- Problem to work on -
Nothing but the lines from the one with "Extract the road graph of the picture" down to the one with "Extract the road graph of the map in" should be returned, exactly and with both ends included, from the material below.

- Information shown -
· · ·

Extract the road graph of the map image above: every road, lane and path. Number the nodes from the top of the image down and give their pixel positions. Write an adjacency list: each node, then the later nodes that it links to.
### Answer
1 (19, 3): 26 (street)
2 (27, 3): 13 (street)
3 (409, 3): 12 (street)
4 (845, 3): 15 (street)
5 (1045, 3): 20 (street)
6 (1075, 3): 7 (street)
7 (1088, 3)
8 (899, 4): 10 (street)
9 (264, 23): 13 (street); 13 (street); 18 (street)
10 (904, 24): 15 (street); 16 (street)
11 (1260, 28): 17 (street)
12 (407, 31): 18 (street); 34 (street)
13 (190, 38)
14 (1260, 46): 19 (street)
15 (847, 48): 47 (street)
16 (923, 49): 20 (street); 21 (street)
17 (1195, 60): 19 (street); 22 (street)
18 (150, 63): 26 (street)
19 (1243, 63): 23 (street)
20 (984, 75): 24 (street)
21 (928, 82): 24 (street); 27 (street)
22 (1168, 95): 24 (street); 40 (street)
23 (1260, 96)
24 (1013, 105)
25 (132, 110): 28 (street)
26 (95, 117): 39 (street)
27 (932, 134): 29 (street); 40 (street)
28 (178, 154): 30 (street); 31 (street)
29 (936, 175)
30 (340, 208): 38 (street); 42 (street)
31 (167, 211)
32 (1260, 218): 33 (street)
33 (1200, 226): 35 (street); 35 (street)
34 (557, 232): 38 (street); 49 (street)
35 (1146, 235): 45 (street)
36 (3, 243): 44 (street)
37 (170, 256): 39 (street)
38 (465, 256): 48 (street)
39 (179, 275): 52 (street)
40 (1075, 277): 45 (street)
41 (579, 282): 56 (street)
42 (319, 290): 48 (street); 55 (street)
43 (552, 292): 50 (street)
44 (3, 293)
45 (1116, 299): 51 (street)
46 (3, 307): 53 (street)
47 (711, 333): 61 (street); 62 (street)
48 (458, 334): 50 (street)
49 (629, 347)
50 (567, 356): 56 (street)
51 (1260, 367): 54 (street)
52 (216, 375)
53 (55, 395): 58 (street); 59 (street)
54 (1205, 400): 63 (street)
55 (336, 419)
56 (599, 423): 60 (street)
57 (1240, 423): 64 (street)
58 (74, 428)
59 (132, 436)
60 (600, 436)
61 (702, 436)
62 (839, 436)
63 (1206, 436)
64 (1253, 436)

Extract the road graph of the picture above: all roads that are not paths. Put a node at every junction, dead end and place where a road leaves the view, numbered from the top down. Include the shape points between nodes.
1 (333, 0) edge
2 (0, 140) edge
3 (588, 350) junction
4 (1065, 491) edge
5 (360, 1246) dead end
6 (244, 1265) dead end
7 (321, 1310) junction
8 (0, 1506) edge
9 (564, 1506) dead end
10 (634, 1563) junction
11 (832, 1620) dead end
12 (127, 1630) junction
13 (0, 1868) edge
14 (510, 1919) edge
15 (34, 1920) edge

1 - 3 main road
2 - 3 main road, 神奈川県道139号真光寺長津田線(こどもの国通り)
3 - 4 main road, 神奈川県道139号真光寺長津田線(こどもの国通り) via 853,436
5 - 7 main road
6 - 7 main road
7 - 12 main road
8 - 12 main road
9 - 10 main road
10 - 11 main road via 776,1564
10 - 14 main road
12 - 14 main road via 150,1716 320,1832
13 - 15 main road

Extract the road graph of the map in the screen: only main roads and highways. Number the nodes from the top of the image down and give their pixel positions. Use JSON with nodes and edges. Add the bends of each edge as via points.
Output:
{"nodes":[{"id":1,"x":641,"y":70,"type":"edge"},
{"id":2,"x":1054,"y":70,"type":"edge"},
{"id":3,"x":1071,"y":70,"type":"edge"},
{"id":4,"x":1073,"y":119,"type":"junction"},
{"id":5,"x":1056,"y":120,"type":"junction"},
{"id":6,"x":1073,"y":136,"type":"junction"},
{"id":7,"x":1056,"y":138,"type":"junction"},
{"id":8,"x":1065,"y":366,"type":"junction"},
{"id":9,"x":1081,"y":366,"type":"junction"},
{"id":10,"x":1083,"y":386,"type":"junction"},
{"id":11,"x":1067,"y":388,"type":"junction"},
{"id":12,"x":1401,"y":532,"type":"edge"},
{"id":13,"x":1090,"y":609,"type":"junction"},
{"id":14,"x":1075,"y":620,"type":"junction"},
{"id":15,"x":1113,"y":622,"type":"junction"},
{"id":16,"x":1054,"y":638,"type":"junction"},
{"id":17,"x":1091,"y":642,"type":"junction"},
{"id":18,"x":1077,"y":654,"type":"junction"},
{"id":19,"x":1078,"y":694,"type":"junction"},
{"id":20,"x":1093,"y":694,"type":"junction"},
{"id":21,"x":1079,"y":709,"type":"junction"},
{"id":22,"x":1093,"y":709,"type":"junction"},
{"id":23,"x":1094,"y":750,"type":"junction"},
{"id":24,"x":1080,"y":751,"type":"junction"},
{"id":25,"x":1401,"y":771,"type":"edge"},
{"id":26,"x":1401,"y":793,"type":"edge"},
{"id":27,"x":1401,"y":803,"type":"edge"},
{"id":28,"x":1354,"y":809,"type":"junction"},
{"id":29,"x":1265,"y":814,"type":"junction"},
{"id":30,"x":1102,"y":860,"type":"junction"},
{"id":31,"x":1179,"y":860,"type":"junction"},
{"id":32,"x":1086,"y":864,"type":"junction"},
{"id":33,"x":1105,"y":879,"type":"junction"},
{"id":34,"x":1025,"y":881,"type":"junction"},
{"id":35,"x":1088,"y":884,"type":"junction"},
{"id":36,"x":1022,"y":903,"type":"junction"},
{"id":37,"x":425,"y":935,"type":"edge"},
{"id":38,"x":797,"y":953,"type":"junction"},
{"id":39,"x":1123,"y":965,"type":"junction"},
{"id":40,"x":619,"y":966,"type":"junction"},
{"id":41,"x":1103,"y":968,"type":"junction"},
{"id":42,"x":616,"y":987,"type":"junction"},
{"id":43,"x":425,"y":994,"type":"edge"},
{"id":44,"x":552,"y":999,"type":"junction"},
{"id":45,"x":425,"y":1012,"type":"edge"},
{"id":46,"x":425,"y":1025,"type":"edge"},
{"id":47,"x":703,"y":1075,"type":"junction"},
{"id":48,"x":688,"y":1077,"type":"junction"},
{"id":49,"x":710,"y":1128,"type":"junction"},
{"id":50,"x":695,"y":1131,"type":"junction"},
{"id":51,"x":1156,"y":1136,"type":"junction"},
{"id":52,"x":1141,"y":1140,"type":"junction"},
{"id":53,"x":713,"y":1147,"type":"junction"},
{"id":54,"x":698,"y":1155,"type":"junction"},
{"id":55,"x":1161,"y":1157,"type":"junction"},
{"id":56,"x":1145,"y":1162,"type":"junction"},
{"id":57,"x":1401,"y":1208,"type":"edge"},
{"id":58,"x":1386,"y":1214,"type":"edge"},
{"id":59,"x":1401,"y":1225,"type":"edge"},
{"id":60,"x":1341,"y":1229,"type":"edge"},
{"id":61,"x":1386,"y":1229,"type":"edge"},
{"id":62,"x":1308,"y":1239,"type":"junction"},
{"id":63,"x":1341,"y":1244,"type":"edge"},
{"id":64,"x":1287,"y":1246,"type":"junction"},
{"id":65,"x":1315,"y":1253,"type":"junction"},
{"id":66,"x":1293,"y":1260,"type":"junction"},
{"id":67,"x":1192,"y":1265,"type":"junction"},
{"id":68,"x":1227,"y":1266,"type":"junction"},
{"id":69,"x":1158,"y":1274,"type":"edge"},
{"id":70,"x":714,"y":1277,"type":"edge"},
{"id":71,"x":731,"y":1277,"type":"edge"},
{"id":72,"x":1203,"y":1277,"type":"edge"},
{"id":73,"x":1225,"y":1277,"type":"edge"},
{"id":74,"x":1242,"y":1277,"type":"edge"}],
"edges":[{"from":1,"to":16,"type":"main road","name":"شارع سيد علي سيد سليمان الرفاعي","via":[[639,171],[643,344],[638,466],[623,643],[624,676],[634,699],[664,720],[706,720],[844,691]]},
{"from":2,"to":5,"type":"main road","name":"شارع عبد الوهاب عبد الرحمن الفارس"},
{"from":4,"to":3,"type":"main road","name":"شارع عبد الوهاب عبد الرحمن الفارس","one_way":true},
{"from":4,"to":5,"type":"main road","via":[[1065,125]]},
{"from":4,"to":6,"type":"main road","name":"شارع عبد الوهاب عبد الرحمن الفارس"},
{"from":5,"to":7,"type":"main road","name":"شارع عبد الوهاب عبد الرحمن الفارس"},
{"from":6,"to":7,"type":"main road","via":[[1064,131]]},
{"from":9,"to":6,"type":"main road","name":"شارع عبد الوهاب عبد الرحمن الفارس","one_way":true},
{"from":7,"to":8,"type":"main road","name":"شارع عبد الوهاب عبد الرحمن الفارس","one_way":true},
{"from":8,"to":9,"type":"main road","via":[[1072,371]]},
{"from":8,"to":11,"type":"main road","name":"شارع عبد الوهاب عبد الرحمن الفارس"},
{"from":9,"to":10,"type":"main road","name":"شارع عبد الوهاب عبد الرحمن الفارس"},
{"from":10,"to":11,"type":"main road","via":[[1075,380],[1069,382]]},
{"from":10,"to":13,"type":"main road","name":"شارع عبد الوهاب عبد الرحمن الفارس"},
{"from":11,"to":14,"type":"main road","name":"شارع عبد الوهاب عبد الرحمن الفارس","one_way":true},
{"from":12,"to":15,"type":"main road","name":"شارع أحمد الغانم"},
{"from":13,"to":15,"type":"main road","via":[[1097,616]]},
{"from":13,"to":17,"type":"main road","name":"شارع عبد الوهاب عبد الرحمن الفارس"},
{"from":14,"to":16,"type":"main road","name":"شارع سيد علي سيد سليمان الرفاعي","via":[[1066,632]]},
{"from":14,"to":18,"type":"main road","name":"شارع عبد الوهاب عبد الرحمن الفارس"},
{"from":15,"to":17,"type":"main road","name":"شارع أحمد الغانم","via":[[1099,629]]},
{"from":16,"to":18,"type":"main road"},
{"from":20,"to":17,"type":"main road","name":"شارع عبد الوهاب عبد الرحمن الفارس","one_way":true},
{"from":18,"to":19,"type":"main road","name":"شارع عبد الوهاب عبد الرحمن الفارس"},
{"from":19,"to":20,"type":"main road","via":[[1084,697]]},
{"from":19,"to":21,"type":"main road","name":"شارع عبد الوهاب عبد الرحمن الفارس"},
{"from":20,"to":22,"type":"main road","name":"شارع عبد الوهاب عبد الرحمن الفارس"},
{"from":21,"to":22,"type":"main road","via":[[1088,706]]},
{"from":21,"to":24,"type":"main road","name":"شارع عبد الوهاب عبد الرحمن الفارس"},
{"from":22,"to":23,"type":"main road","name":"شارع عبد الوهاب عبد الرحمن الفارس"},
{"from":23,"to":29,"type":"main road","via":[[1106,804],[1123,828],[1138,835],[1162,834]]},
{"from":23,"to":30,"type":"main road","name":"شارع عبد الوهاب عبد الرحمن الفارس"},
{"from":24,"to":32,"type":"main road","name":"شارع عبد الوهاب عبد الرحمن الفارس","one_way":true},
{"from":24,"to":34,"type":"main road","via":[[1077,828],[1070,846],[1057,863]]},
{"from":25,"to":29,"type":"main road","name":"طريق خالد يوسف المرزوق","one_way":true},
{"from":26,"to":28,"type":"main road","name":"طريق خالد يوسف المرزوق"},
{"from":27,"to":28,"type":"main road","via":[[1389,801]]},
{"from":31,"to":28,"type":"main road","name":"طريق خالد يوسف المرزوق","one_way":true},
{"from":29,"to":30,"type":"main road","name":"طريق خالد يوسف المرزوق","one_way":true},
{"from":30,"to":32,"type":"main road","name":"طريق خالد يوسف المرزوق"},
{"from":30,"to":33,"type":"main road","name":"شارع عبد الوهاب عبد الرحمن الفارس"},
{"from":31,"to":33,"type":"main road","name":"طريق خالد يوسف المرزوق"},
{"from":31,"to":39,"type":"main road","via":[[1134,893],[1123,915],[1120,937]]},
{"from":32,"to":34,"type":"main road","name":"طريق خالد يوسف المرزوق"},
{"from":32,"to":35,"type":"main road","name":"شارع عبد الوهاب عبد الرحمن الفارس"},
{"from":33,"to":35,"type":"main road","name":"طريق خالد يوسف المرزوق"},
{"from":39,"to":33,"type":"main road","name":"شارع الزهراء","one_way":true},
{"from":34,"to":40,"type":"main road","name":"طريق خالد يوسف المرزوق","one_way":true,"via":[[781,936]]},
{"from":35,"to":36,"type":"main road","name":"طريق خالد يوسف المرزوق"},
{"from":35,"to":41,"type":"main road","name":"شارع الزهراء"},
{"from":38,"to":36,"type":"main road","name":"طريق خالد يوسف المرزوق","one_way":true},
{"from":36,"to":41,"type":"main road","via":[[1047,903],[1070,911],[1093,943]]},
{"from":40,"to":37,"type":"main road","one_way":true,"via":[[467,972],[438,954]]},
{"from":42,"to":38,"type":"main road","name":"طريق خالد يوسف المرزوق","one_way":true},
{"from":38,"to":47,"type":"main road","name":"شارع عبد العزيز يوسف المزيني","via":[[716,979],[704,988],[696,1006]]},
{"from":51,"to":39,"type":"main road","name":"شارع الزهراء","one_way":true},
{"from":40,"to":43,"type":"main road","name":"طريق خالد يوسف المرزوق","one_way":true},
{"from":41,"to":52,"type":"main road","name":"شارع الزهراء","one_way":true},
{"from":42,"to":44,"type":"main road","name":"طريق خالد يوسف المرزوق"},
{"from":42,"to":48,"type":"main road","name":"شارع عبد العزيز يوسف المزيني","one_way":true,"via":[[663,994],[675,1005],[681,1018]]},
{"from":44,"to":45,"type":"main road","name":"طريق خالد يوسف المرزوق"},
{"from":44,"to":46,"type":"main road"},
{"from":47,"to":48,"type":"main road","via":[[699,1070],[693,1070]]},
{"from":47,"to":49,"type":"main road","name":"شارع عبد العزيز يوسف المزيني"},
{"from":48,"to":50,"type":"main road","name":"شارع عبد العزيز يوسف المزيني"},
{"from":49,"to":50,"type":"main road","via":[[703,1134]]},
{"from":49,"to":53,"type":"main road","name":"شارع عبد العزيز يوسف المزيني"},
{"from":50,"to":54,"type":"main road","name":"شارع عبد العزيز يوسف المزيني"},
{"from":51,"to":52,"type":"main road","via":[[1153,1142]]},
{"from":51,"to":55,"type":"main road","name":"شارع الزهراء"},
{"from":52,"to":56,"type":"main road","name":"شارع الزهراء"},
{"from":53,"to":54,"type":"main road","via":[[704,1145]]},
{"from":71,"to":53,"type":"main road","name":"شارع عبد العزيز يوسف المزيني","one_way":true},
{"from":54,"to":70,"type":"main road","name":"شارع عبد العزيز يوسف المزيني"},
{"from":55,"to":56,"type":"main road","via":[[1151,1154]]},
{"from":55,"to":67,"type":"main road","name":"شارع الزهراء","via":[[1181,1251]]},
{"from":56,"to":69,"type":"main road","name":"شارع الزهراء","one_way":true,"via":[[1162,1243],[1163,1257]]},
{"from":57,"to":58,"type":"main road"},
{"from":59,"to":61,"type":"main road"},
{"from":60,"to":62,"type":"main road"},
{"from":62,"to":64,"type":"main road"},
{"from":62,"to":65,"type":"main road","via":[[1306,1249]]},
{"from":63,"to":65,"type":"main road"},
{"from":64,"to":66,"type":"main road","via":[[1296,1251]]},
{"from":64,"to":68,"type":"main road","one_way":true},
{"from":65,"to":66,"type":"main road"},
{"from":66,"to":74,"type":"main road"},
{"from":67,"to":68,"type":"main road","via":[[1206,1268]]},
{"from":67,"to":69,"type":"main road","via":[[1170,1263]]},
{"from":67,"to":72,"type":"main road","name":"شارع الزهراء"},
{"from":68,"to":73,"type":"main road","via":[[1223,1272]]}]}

· · ·

- Solution for this task -
Extract the road graph of the picture above: all roads that are not paths. Put a node at every junction, dead end and place where a road leaves the view, numbered from the top down. Include the shape points between nodes.
1 (333, 0) edge
2 (0, 140) edge
3 (588, 350) junction
4 (1065, 491) edge
5 (360, 1246) dead end
6 (244, 1265) dead end
7 (321, 1310) junction
8 (0, 1506) edge
9 (564, 1506) dead end
10 (634, 1563) junction
11 (832, 1620) dead end
12 (127, 1630) junction
13 (0, 1868) edge
14 (510, 1919) edge
15 (34, 1920) edge

1 - 3 main road
2 - 3 main road, 神奈川県道139号真光寺長津田線(こどもの国通り)
3 - 4 main road, 神奈川県道139号真光寺長津田線(こどもの国通り) via 853,436
5 - 7 main road
6 - 7 main road
7 - 12 main road
8 - 12 main road
9 - 10 main road
10 - 11 main road via 776,1564
10 - 14 main road
12 - 14 main road via 150,1716 320,1832
13 - 15 main road

Extract the road graph of the map in the screen: only main roads and highways. Number the nodes from the top of the image down and give their pixel positions. Use JSON with nodes and edges. Add the bends of each edge as via points.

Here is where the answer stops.